More spots on the Spot Sampler

Interlacing And Flat Webs

Interlacing And Flat Webs

Even the macro setting on my camera has trouble with some of the fine detail here. The fine gold and silver threads used for the four-legged spider’s web stitches is barely heavier than the silk thread, and was quite a challenge to stitch with. At true size they create the smallest of subtle glimmers, rather than any dramatic effect.

The square interlacing stitch, on the other hand, makes its presence felt in no uncertain terms! It was fun to do, although using the heavy silver thread I did wonder whether the interlacing was going to create rather a congested appearance. I don’t think it does, but if there is one thing I have learnt from this course, it is “Test, Test, Test”. It is all very well being confident of how to work the stitch, but with the huge range of metal threads available and the variants of scale and flexibility, it’s much harder to be confident of the final effect if you don’t test it on the right fabric at the right scale!

Heavy Chain Stitch

Heavy Chain Stitch

The two rows of heavy chain stitch here are worked with different threads. The difference is subtle, and harder to see on the photo than in real life, because even the fact that the row of stitches are at different angles contributes to the effect. I’ve found heavy chain stitch a remarkably difficult stitch to work using metallic threads, and I’m not sure quite why, because I don’t find it at all difficult using cotton or silk!. I am assuming that it is a matter of tension, but since my various efforts haven’t cracked it yet, all I can say is “Needs More Work!”

An Array Of Spots

An Array Of Spots

Here you see a whole range of spots, worked with varying degrees of success.
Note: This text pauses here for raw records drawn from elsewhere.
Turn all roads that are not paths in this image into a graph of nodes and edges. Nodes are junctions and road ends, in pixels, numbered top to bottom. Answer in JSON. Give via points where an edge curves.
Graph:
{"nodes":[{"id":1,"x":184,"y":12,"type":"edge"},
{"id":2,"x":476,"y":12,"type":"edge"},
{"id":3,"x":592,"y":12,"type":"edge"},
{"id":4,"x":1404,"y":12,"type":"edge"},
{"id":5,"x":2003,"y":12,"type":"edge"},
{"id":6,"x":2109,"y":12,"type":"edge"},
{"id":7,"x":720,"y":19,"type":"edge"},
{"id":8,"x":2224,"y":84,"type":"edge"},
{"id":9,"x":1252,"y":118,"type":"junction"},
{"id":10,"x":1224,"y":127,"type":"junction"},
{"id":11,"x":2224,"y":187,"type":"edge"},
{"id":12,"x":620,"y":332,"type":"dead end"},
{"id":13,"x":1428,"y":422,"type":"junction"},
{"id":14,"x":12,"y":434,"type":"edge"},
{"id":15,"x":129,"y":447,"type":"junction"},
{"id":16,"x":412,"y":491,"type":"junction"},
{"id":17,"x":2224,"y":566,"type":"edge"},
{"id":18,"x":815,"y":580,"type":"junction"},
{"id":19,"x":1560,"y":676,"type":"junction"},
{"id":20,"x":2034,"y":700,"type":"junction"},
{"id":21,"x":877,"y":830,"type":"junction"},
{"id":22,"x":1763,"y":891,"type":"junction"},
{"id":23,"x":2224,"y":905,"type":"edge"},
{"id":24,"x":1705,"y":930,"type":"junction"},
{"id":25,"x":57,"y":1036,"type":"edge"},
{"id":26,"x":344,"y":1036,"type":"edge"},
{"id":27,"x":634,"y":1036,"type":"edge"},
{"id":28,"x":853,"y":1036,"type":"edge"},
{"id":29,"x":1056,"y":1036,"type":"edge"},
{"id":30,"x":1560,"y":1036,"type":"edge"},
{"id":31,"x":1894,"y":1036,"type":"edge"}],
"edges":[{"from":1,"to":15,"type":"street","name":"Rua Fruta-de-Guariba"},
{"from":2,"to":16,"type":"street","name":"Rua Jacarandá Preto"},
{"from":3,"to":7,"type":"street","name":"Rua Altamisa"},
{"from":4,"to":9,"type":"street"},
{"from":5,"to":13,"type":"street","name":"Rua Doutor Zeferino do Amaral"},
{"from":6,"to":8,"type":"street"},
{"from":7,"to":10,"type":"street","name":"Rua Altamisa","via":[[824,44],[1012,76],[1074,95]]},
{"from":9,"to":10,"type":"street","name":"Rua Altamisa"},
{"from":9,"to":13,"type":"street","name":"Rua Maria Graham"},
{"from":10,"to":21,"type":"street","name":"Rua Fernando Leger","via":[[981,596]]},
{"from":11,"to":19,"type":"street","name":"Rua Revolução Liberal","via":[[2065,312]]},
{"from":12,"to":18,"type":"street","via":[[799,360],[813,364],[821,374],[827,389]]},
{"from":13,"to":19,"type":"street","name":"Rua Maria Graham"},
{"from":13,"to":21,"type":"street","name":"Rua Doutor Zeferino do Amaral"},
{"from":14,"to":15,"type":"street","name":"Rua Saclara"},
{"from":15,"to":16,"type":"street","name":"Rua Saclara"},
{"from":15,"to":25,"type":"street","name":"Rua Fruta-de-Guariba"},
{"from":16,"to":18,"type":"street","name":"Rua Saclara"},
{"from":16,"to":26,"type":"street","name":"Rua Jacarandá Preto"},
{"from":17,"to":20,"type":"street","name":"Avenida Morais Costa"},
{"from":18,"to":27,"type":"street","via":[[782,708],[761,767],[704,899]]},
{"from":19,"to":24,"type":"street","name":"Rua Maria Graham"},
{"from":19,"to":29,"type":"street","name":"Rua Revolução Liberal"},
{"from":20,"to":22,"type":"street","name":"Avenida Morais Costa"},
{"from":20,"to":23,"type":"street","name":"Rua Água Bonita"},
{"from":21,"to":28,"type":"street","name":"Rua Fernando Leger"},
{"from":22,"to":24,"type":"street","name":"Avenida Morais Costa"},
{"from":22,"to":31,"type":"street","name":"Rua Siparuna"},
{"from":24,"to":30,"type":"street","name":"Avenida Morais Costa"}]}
I’ve had plenty more practice with Ladder Stitch since I worked this set, but I still find that one side of the stitch ends up appearing “turned over” compared with the other, which lies flat.  Another stitch that needs more work…

I like the dense fabric produced by the two variants on Up-And-Down Buttonhole Filling, although strangely they don’t look as different from one another in the photo as they do in real life.

Eight-legged spider’s web stitch is more stable than the four-legged version – there are more stitches to keep it under control – and it produces a good, flat boss. It would probably be a good choice in places where the square interlacing stitch would draw too much attention to itself!


  1. Janice says:

    Your two new additions to the sampler are looking gorgeous. I especially like the squares and the use of silver thread with that combination of colours. I agree – test, test, test. But all that testing is likely to work out expensive when you’re working with such fine quality threads!

  2. Anita says:

    I like the first sampler.Interlacing stitch in silver looks pretty! What is that border stitch -grey/green one?. Do you use Japanese needle ?.

  3. The stitching and the threads are super! I discovered (by accident) that sometimes I get a better photo of a detail when I have the camera set on zoom rather than macro (that’s how I took the photo of my seams meeting)

  4. The sampler is looking beautiful and with each new addition it just gets better. Oh the joys of cameras. I have an expensive Canon with a Macro lense but find I can get better close ups with my little Sony point and shoot. I keep trying, next is a light booth.

  5. karen says:

    these are gorgeous, a lovely sampler of your skill.

  6. Alex says:

    The flat webs give such a lovely effect of little sparkles of metallic against the coloured threads.

  7. Lady Fi says:

    Those flat webs look amazing!

  8. Penny says:

    I like it that you ‘test’ — always important when working with different (or difficult) threads. You are so meticulous and your stitches always look perfect!

  9. Your work is excellent, and this looks wonderful.